Give again, word for word, every line below from the one that has "255 div 3 1" through the one that has "0 .pushpdf14devicefilter", both included, and no others.
______
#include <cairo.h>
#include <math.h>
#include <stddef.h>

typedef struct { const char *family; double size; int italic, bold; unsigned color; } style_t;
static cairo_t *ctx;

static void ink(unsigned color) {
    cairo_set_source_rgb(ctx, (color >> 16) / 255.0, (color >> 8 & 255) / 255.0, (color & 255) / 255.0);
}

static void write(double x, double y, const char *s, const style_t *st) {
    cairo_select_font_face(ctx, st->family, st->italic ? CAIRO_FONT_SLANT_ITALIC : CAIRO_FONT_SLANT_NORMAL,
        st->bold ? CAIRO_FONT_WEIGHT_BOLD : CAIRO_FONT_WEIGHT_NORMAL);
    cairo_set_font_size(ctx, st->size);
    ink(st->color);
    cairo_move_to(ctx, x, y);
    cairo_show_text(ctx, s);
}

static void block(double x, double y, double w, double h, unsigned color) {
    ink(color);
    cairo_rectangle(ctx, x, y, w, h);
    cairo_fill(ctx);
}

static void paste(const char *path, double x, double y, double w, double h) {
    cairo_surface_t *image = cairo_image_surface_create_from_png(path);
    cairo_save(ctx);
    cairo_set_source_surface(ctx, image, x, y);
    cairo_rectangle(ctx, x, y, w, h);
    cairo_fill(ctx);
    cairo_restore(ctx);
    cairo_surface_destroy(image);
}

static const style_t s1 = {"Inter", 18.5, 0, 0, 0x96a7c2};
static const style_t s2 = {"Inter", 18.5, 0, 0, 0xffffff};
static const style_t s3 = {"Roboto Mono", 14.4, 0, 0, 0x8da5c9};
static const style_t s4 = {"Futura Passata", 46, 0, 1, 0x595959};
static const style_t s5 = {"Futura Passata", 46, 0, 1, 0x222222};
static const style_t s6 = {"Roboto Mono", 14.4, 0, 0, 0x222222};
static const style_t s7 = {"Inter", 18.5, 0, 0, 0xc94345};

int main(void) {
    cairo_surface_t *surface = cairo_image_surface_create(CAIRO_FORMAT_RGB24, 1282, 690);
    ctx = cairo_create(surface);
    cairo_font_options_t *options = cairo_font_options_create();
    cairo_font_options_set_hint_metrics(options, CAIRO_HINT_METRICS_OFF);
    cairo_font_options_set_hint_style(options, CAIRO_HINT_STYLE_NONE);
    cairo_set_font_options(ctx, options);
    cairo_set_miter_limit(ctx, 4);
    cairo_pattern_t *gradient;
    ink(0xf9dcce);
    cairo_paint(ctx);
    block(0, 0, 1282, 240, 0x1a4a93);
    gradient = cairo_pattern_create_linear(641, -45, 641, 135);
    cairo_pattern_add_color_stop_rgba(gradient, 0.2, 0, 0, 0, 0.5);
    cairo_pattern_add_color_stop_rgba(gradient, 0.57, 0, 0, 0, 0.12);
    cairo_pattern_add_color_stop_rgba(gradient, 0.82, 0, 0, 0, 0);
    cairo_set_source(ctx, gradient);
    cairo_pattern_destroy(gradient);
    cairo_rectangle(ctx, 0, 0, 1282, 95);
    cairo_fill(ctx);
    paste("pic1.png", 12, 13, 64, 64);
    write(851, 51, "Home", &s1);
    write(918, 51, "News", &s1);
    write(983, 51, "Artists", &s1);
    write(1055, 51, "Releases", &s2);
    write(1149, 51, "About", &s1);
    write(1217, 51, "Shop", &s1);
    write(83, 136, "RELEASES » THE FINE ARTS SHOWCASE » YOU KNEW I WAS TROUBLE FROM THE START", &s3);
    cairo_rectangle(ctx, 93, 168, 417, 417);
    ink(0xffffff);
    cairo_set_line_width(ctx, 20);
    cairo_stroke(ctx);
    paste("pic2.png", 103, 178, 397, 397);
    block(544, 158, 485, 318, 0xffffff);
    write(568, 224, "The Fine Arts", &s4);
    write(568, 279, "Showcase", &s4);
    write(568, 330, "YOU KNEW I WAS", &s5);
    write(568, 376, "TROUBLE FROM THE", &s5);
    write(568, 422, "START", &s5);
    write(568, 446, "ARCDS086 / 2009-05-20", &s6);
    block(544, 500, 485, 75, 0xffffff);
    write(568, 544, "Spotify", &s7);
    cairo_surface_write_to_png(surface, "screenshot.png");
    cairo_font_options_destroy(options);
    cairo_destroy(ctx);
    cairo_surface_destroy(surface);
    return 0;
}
______
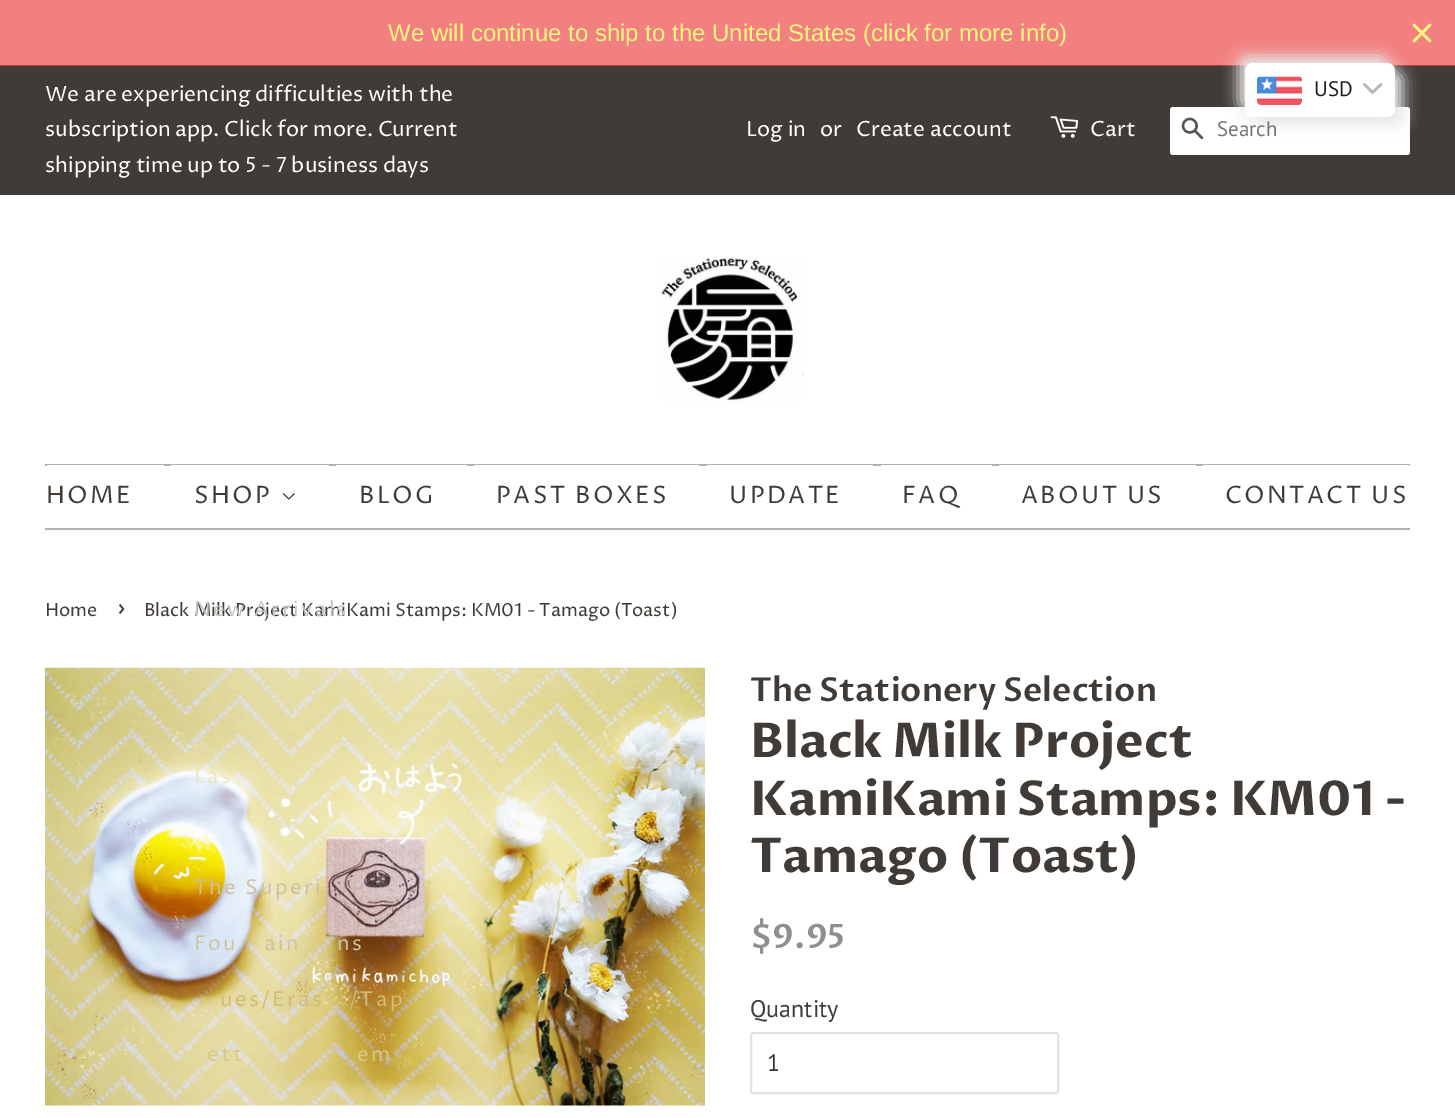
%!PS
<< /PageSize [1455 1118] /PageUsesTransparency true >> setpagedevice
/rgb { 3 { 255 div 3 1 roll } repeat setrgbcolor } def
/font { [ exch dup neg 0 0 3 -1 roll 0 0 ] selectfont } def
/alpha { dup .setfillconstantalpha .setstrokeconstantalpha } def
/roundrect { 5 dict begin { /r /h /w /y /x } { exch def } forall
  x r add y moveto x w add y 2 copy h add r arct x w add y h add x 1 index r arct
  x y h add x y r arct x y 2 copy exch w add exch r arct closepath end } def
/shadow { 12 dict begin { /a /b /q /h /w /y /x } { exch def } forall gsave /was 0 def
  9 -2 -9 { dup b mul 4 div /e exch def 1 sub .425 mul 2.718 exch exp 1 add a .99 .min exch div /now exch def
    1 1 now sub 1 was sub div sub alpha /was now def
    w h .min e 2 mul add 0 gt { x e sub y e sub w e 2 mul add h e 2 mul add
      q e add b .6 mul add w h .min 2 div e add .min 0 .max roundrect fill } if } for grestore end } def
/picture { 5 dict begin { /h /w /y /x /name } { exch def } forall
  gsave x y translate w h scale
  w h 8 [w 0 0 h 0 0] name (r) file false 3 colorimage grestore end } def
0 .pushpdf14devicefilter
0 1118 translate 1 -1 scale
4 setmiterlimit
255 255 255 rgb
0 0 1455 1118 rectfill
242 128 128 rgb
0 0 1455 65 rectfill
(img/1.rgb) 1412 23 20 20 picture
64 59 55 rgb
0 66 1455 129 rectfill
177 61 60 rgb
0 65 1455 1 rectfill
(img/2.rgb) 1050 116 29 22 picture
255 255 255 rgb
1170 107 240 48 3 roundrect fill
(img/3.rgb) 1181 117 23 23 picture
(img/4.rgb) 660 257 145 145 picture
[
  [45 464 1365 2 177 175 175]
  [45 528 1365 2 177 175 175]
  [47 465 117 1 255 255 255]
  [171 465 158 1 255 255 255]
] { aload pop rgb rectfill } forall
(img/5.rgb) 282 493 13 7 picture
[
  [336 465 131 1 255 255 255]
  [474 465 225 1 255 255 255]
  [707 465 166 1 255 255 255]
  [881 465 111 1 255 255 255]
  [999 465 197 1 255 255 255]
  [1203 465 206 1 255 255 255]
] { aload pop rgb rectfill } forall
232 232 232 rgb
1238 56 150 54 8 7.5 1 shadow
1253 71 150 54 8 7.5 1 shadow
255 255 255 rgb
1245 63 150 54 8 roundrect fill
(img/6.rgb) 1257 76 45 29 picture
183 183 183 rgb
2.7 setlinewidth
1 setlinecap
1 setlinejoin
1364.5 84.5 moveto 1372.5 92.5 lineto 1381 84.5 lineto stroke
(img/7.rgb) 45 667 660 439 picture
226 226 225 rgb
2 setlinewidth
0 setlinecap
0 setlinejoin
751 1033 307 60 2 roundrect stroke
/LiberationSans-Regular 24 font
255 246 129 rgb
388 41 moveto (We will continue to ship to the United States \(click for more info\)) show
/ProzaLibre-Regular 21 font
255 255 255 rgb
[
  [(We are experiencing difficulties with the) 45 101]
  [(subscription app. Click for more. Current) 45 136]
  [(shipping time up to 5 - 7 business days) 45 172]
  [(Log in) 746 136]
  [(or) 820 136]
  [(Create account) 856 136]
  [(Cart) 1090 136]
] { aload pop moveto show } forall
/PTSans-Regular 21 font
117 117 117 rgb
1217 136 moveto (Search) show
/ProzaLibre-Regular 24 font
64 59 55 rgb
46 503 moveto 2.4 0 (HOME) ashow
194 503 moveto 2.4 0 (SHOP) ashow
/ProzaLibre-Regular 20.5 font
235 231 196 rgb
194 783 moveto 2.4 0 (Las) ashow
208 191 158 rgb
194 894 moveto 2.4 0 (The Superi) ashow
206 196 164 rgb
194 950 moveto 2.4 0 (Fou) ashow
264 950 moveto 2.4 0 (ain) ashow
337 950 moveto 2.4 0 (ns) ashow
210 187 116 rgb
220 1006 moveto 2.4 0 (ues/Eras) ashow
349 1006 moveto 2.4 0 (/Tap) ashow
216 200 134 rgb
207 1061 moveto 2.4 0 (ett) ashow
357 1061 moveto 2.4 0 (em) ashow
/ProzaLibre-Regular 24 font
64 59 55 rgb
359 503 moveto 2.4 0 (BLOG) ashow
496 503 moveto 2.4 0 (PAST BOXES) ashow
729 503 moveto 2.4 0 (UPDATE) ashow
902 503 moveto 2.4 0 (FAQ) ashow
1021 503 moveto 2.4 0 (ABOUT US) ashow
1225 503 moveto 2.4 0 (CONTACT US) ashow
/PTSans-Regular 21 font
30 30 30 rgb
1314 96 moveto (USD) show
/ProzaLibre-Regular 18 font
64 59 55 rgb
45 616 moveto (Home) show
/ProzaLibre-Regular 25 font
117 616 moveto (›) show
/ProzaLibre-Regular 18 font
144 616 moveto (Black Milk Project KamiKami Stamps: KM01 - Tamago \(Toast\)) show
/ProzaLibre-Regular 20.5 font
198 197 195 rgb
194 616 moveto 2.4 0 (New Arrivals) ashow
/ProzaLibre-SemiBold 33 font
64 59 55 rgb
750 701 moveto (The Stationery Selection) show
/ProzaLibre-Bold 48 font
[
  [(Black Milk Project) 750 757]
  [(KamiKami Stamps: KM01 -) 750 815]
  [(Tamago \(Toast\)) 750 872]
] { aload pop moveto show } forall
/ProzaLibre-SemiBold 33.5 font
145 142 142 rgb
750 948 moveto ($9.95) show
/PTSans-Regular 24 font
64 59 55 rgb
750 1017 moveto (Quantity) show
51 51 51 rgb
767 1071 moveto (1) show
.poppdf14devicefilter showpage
______
TASK OUTPUT:
/rgb { 3 { 255 div 3 1 roll } repeat setrgbcolor } def
/font { [ exch dup neg 0 0 3 -1 roll 0 0 ] selectfont } def
/alpha { dup .setfillconstantalpha .setstrokeconstantalpha } def
/roundrect { 5 dict begin { /r /h /w /y /x } { exch def } forall
  x r add y moveto x w add y 2 copy h add r arct x w add y h add x 1 index r arct
  x y h add x y r arct x y 2 copy exch w add exch r arct closepath end } def
/shadow { 12 dict begin { /a /b /q /h /w /y /x } { exch def } forall gsave /was 0 def
  9 -2 -9 { dup b mul 4 div /e exch def 1 sub .425 mul 2.718 exch exp 1 add a .99 .min exch div /now exch def
    1 1 now sub 1 was sub div sub alpha /was now def
    w h .min e 2 mul add 0 gt { x e sub y e sub w e 2 mul add h e 2 mul add
      q e add b .6 mul add w h .min 2 div e add .min 0 .max roundrect fill } if } for grestore end } def
/picture { 5 dict begin { /h /w /y /x /name } { exch def } forall
  gsave x y translate w h scale
  w h 8 [w 0 0 h 0 0] name (r) file false 3 colorimage grestore end } def
0 .pushpdf14devicefilter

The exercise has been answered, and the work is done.